5. Environmental information
No supported non-genetic environmental contributors were identified.
6. Mechanism / pathophysiology
6.1 Causal chain (current understanding)
- Germline heterozygous MSX1 loss-of-function (e.g., p.Ser202Ter) reduces functional MSX1 transcription factor dosage. (jumlongras2001anonsensemutation pages 4-7)
- MSX1 is a developmental regulator in craniofacial/dental mesenchyme; disruption impairs epithelial–mesenchymal interactions required for tooth development, producing congenital tooth agenesis. (altugatac2008witkoptoothand pages 1-2, jumlongras2001anonsensemutation pages 1-2)
- MSX1 is also implicated in nail unit development; in supporting mouse genetic evidence discussed by the authors, Msx1 knockout mice show tooth agenesis and defective/thinner nail plates, paralleling the human combined tooth–nail phenotype. (jumlongras2001anonsensemutation pages 1-2)
6.2 Pathways and processes
Direct pathway-level annotations (e.g., specific signaling cascades) were not provided in the TNS-focused clinical genetics excerpts; the mechanistic evidence in this corpus is primarily developmental-genetic (transcription factor dosage affecting organogenesis). (jumlongras2001anonsensemutation pages 1-2)
Suggested GO biological process terms (inference-level, not directly asserted in text): tooth development/odontogenesis; epithelial–mesenchymal signaling.
Cell types (suggested CL terms, inference-level): neural crest–derived craniofacial mesenchyme; dental mesenchyme; nail bed mesenchyme.
7. Anatomical structures affected
7.1 Organ/tissue level
- Teeth (dentition; jaw/oral cavity) and nails (nail unit of fingers/toes) are the primary affected structures. (memarpour2011witkoptoothand pages 1-3, devadas2005witkoptoothand pages 1-3)

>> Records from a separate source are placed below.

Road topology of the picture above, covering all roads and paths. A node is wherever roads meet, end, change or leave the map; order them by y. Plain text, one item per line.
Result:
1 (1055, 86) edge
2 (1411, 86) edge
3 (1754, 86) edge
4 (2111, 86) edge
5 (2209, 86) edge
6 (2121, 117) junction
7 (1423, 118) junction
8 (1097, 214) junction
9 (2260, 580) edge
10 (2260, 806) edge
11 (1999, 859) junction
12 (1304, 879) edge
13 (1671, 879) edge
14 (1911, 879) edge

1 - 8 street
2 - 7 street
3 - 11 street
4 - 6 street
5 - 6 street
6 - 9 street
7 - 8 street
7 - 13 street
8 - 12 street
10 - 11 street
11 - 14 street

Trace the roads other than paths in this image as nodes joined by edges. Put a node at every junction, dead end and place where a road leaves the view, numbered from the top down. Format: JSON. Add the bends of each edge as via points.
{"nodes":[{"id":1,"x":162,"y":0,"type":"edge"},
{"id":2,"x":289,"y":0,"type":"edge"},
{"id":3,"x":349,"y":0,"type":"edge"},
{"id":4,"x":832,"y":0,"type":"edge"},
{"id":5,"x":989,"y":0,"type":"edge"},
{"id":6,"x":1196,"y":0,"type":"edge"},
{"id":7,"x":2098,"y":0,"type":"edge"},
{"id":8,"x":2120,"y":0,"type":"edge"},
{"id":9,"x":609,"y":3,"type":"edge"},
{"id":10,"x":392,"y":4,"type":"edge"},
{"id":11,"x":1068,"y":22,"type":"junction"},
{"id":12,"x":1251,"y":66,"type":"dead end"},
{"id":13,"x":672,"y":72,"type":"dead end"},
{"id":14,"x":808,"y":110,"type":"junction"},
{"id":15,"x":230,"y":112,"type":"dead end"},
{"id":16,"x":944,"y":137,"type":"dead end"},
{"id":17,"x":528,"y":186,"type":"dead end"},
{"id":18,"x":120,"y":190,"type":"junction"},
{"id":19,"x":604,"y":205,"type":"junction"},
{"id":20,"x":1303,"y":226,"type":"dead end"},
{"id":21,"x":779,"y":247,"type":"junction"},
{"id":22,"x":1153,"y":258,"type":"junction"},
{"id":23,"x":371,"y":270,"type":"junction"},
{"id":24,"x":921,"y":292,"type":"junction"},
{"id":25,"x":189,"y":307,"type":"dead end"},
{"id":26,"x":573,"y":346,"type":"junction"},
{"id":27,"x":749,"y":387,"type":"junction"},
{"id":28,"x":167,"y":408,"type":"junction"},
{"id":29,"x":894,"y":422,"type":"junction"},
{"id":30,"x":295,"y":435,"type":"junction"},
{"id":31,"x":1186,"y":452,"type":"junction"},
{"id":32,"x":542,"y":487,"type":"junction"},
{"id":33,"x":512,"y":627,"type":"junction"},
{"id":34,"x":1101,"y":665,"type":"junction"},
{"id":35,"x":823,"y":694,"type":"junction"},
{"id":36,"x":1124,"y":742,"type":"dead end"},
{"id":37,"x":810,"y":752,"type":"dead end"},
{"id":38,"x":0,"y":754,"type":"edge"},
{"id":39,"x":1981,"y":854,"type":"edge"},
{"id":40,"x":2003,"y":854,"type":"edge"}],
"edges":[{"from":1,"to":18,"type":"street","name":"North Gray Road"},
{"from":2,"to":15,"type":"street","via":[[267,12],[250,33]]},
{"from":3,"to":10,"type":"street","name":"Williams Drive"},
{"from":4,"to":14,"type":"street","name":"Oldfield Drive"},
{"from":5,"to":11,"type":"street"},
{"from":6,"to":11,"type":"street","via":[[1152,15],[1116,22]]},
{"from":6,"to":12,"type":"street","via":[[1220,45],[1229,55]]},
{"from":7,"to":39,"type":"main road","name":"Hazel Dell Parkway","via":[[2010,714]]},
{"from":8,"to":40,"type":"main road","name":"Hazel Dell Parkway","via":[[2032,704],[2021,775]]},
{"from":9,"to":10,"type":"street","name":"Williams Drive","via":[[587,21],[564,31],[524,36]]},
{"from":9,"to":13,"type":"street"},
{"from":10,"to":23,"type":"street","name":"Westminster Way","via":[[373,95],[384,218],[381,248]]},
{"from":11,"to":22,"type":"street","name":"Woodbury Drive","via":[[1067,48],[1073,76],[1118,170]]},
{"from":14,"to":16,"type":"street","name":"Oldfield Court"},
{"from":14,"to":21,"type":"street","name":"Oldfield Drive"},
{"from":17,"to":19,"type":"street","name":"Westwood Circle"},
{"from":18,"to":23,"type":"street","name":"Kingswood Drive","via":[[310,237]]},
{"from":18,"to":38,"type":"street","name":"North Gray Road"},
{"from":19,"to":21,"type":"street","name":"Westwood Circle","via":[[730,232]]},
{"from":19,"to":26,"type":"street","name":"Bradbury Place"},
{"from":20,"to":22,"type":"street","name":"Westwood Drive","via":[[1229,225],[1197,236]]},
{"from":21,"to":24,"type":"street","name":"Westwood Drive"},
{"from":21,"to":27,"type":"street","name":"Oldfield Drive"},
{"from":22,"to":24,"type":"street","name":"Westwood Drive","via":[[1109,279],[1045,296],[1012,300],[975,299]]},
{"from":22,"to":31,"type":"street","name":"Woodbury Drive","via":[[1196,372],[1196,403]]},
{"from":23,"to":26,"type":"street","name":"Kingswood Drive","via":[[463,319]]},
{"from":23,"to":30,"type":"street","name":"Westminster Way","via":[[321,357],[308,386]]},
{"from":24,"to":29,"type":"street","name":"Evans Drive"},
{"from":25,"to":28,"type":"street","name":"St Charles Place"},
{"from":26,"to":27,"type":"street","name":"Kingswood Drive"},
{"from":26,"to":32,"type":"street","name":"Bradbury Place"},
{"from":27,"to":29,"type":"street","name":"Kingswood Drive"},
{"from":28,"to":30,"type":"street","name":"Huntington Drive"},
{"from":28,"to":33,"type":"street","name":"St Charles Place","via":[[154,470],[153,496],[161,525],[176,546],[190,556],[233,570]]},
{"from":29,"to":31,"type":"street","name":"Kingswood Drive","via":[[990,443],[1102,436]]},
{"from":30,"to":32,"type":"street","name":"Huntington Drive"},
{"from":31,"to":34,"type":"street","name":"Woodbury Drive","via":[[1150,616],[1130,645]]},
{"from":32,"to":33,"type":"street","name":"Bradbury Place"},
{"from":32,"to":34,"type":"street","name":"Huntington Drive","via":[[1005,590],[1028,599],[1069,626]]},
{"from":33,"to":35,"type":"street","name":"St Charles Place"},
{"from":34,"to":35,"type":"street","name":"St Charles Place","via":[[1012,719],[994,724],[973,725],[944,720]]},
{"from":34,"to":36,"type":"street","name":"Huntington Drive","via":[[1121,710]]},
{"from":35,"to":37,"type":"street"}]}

Suggested UBERON terms (curation suggestions): tooth; nail; oral cavity.
8. Temporal development
- Onset: congenital; often recognized in early childhood when dentition anomalies become apparent. (devadas2005witkoptoothand pages 1-3)
- Course: lifelong; nails may improve; dentition anomalies require staged long-term dental management. (altugatac2008witkoptoothand pages 1-2, devadas2005witkoptoothand pages 5-6)
9. Inheritance and population
9.1 Inheritance pattern
- Autosomal dominant, variable expressivity; demonstrated in multigeneration pedigrees and supported by the MSX1 S202X family study. (jumlongras2001anonsensemutation pages 1-2, jumlongras2001anonsensemutation media 0569dd8f)
9.2 Epidemiology (statistics)
Robust registry-based prevalence/incidence data were not identified. Available figures are literature estimates from case reports: * ~1–2 per 10,000 births/newborns (reported in multiple case-based sources). (altugatac2008witkoptoothand pages 1-2, memarpour2011witkoptoothand pages 1-3, devadas2005witkoptoothand pages 1-3) * ~1 per 100,000 live births (reported in one case report; demonstrates uncertainty/heterogeneity in published estimates). (arora2016witkopssyndromea pages 1-3)
10. Diagnostics
10.1 Clinical tests
- Dental clinical exam + panoramic radiography (OPG) to document agenesis patterns. (bhardwaj2023toothandnail pages 1-2, devadas2005witkoptoothand pages 1-3)
- Nail physical examination (thin/brittle/koilonychia). (altugatac2008witkoptoothand pages 1-2, memarpour2011witkoptoothand pages 1-3)
10.2 Genetic testing
- Targeted sequencing of MSX1 (or broader tooth agenesis/ectodermal dysplasia panels; not explicitly enumerated in retrieved texts) can confirm diagnosis in families consistent with AD TNS. Molecular confirmation with segregation is exemplified by MSX1 S202X testing in the landmark pedigree. (jumlongras2001anonsensemutation pages 4-7, jumlongras2001anonsensemutation media 0569dd8f)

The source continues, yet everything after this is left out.